(Saved entries)

+===+

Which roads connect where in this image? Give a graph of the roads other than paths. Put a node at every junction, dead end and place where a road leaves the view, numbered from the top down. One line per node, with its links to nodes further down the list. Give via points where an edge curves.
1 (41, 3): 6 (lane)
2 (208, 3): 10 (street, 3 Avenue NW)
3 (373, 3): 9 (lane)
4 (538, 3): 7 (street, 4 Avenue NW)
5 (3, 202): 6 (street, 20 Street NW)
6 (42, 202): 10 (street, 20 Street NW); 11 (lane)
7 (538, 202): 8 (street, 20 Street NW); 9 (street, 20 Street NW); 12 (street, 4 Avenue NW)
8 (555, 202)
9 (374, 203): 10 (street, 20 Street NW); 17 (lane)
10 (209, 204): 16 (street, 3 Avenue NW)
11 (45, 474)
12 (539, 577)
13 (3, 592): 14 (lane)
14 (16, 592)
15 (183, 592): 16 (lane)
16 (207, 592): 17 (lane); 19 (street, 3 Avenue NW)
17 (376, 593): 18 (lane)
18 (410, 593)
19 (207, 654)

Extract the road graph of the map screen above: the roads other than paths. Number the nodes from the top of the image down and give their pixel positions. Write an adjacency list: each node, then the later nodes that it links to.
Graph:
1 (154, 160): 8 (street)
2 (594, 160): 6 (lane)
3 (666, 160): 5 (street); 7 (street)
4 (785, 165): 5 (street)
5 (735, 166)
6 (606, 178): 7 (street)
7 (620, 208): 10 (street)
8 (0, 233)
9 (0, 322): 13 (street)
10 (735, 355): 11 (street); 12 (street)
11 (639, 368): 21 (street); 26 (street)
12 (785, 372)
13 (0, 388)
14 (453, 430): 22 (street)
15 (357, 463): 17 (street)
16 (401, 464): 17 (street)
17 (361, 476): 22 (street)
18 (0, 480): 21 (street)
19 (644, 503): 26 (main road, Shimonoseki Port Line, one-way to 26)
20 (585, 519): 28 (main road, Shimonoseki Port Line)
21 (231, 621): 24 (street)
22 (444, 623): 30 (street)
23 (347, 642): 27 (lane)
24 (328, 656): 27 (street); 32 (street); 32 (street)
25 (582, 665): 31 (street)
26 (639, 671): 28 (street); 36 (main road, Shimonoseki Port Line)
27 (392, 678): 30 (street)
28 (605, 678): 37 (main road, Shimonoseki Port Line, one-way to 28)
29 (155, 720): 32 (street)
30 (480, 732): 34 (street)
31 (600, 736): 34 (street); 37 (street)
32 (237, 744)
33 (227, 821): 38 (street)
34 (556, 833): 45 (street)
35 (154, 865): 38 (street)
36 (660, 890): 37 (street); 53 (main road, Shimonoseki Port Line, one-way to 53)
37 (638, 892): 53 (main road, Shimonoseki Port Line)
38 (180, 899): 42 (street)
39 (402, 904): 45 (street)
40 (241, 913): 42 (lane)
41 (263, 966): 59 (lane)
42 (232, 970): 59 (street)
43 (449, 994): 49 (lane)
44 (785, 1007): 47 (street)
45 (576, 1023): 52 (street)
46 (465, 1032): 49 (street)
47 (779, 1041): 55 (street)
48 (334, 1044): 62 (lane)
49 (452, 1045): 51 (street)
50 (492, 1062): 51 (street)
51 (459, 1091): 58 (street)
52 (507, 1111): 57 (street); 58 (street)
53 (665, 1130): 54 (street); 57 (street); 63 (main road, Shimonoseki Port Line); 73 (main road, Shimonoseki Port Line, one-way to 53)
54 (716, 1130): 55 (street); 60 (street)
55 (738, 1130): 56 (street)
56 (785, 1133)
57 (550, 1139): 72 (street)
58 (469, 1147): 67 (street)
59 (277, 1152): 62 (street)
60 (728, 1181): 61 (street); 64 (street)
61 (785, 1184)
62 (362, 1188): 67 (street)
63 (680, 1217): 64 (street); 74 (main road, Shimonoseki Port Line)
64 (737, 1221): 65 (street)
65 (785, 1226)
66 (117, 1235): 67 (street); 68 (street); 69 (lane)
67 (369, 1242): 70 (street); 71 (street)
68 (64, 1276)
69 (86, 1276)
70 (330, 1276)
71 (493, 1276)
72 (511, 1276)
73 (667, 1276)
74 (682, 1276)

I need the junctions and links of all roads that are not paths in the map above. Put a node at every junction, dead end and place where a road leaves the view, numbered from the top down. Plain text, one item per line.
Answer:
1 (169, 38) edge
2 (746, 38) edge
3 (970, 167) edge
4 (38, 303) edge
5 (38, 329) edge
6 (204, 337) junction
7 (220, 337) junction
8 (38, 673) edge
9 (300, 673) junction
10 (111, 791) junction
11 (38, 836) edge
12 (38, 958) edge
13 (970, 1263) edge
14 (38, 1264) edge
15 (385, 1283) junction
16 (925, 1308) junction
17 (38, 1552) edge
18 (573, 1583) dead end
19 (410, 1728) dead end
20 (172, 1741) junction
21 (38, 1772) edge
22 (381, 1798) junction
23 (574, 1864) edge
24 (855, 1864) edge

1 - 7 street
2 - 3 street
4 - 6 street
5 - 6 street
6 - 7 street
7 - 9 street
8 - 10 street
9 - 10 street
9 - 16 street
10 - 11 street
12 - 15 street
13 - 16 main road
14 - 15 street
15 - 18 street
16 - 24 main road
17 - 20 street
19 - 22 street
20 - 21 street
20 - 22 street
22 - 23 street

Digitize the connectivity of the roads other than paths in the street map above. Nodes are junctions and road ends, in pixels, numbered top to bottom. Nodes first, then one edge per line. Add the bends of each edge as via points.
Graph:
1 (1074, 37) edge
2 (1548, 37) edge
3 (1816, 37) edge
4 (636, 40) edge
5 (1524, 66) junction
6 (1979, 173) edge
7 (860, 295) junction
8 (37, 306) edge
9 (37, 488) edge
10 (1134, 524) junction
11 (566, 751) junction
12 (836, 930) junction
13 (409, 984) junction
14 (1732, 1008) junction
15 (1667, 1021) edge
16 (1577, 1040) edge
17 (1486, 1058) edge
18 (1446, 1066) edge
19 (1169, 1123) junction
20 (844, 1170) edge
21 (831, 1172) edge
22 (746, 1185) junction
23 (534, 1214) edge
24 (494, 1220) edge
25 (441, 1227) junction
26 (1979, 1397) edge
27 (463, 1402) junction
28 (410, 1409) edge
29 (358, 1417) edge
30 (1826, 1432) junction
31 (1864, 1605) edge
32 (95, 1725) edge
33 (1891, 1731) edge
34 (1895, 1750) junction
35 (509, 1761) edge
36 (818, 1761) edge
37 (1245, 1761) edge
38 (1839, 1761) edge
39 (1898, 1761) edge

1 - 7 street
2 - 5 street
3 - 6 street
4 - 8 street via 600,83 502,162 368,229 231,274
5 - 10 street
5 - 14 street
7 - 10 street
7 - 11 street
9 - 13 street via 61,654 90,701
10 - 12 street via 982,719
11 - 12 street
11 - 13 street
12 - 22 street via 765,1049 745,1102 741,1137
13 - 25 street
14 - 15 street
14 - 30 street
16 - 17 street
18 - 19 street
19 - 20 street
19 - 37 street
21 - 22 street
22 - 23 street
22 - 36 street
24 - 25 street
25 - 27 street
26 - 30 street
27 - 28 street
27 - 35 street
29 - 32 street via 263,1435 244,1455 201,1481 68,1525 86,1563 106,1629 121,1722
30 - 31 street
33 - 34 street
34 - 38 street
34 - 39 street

+===+

* [Task] What is needed is an exact, complete copy of the entries above.

* [Response]
Which roads connect where in this image? Give a graph of the roads other than paths. Put a node at every junction, dead end and place where a road leaves the view, numbered from the top down. One line per node, with its links to nodes further down the list. Give via points where an edge curves.
1 (41, 3): 6 (lane)
2 (208, 3): 10 (street, 3 Avenue NW)
3 (373, 3): 9 (lane)
4 (538, 3): 7 (street, 4 Avenue NW)
5 (3, 202): 6 (street, 20 Street NW)
6 (42, 202): 10 (street, 20 Street NW); 11 (lane)
7 (538, 202): 8 (street, 20 Street NW); 9 (street, 20 Street NW); 12 (street, 4 Avenue NW)
8 (555, 202)
9 (374, 203): 10 (street, 20 Street NW); 17 (lane)
10 (209, 204): 16 (street, 3 Avenue NW)
11 (45, 474)
12 (539, 577)
13 (3, 592): 14 (lane)
14 (16, 592)
15 (183, 592): 16 (lane)
16 (207, 592): 17 (lane); 19 (street, 3 Avenue NW)
17 (376, 593): 18 (lane)
18 (410, 593)
19 (207, 654)

Extract the road graph of the map screen above: the roads other than paths. Number the nodes from the top of the image down and give their pixel positions. Write an adjacency list: each node, then the later nodes that it links to.
Graph:
1 (154, 160): 8 (street)
2 (594, 160): 6 (lane)
3 (666, 160): 5 (street); 7 (street)
4 (785, 165): 5 (street)
5 (735, 166)
6 (606, 178): 7 (street)
7 (620, 208): 10 (street)
8 (0, 233)
9 (0, 322): 13 (street)
10 (735, 355): 11 (street); 12 (street)
11 (639, 368): 21 (street); 26 (street)
12 (785, 372)
13 (0, 388)
14 (453, 430): 22 (street)
15 (357, 463): 17 (street)
16 (401, 464): 17 (street)
17 (361, 476): 22 (street)
18 (0, 480): 21 (street)
19 (644, 503): 26 (main road, Shimonoseki Port Line, one-way to 26)
20 (585, 519): 28 (main road, Shimonoseki Port Line)
21 (231, 621): 24 (street)
22 (444, 623): 30 (street)
23 (347, 642): 27 (lane)
24 (328, 656): 27 (street); 32 (street); 32 (street)
25 (582, 665): 31 (street)
26 (639, 671): 28 (street); 36 (main road, Shimonoseki Port Line)
27 (392, 678): 30 (street)
28 (605, 678): 37 (main road, Shimonoseki Port Line, one-way to 28)
29 (155, 720): 32 (street)
30 (480, 732): 34 (street)
31 (600, 736): 34 (street); 37 (street)
32 (237, 744)
33 (227, 821): 38 (street)
34 (556, 833): 45 (street)
35 (154, 865): 38 (street)
36 (660, 890): 37 (street); 53 (main road, Shimonoseki Port Line, one-way to 53)
37 (638, 892): 53 (main road, Shimonoseki Port Line)
38 (180, 899): 42 (street)
39 (402, 904): 45 (street)
40 (241, 913): 42 (lane)
41 (263, 966): 59 (lane)
42 (232, 970): 59 (street)
43 (449, 994): 49 (lane)
44 (785, 1007): 47 (street)
45 (576, 1023): 52 (street)
46 (465, 1032): 49 (street)
47 (779, 1041): 55 (street)
48 (334, 1044): 62 (lane)
49 (452, 1045): 51 (street)
50 (492, 1062): 51 (street)
51 (459, 1091): 58 (street)
52 (507, 1111): 57 (street); 58 (street)
53 (665, 1130): 54 (street); 57 (street); 63 (main road, Shimonoseki Port Line); 73 (main road, Shimonoseki Port Line, one-way to 53)
54 (716, 1130): 55 (street); 60 (street)
55 (738, 1130): 56 (street)
56 (785, 1133)
57 (550, 1139): 72 (street)
58 (469, 1147): 67 (street)
59 (277, 1152): 62 (street)
60 (728, 1181): 61 (street); 64 (street)
61 (785, 1184)
62 (362, 1188): 67 (street)
63 (680, 1217): 64 (street); 74 (main road, Shimonoseki Port Line)
64 (737, 1221): 65 (street)
65 (785, 1226)
66 (117, 1235): 67 (street); 68 (street); 69 (lane)
67 (369, 1242): 70 (street); 71 (street)
68 (64, 1276)
69 (86, 1276)
70 (330, 1276)
71 (493, 1276)
72 (511, 1276)
73 (667, 1276)
74 (682, 1276)

I need the junctions and links of all roads that are not paths in the map above. Put a node at every junction, dead end and place where a road leaves the view, numbered from the top down. Plain text, one item per line.
Answer:
1 (169, 38) edge
2 (746, 38) edge
3 (970, 167) edge
4 (38, 303) edge
5 (38, 329) edge
6 (204, 337) junction
7 (220, 337) junction
8 (38, 673) edge
9 (300, 673) junction
10 (111, 791) junction
11 (38, 836) edge
12 (38, 958) edge
13 (970, 1263) edge
14 (38, 1264) edge
15 (385, 1283) junction
16 (925, 1308) junction
17 (38, 1552) edge
18 (573, 1583) dead end
19 (410, 1728) dead end
20 (172, 1741) junction
21 (38, 1772) edge
22 (381, 1798) junction
23 (574, 1864) edge
24 (855, 1864) edge

1 - 7 street
2 - 3 street
4 - 6 street
5 - 6 street
6 - 7 street
7 - 9 street
8 - 10 street
9 - 10 street
9 - 16 street
10 - 11 street
12 - 15 street
13 - 16 main road
14 - 15 street
15 - 18 street
16 - 24 main road
17 - 20 street
19 - 22 street
20 - 21 street
20 - 22 street
22 - 23 street

Digitize the connectivity of the roads other than paths in the street map above. Nodes are junctions and road ends, in pixels, numbered top to bottom. Nodes first, then one edge per line. Add the bends of each edge as via points.
Graph:
1 (1074, 37) edge
2 (1548, 37) edge
3 (1816, 37) edge
4 (636, 40) edge
5 (1524, 66) junction
6 (1979, 173) edge
7 (860, 295) junction
8 (37, 306) edge
9 (37, 488) edge
10 (1134, 524) junction
11 (566, 751) junction
12 (836, 930) junction
13 (409, 984) junction
14 (1732, 1008) junction
15 (1667, 1021) edge
16 (1577, 1040) edge
17 (1486, 1058) edge
18 (1446, 1066) edge
19 (1169, 1123) junction
20 (844, 1170) edge
21 (831, 1172) edge
22 (746, 1185) junction
23 (534, 1214) edge
24 (494, 1220) edge
25 (441, 1227) junction
26 (1979, 1397) edge
27 (463, 1402) junction
28 (410, 1409) edge
29 (358, 1417) edge
30 (1826, 1432) junction
31 (1864, 1605) edge
32 (95, 1725) edge
33 (1891, 1731) edge
34 (1895, 1750) junction
35 (509, 1761) edge
36 (818, 1761) edge
37 (1245, 1761) edge
38 (1839, 1761) edge
39 (1898, 1761) edge

1 - 7 street
2 - 5 street
3 - 6 street
4 - 8 street via 600,83 502,162 368,229 231,274
5 - 10 street
5 - 14 street
7 - 10 street
7 - 11 street
9 - 13 street via 61,654 90,701
10 - 12 street via 982,719
11 - 12 street
11 - 13 street
12 - 22 street via 765,1049 745,1102 741,1137
13 - 25 street
14 - 15 street
14 - 30 street
16 - 17 street
18 - 19 street
19 - 20 street
19 - 37 street
21 - 22 street
22 - 23 street
22 - 36 street
24 - 25 street
25 - 27 street
26 - 30 street
27 - 28 street
27 - 35 street
29 - 32 street via 263,1435 244,1455 201,1481 68,1525 86,1563 106,1629 121,1722
30 - 31 street
33 - 34 street
34 - 38 street
34 - 39 street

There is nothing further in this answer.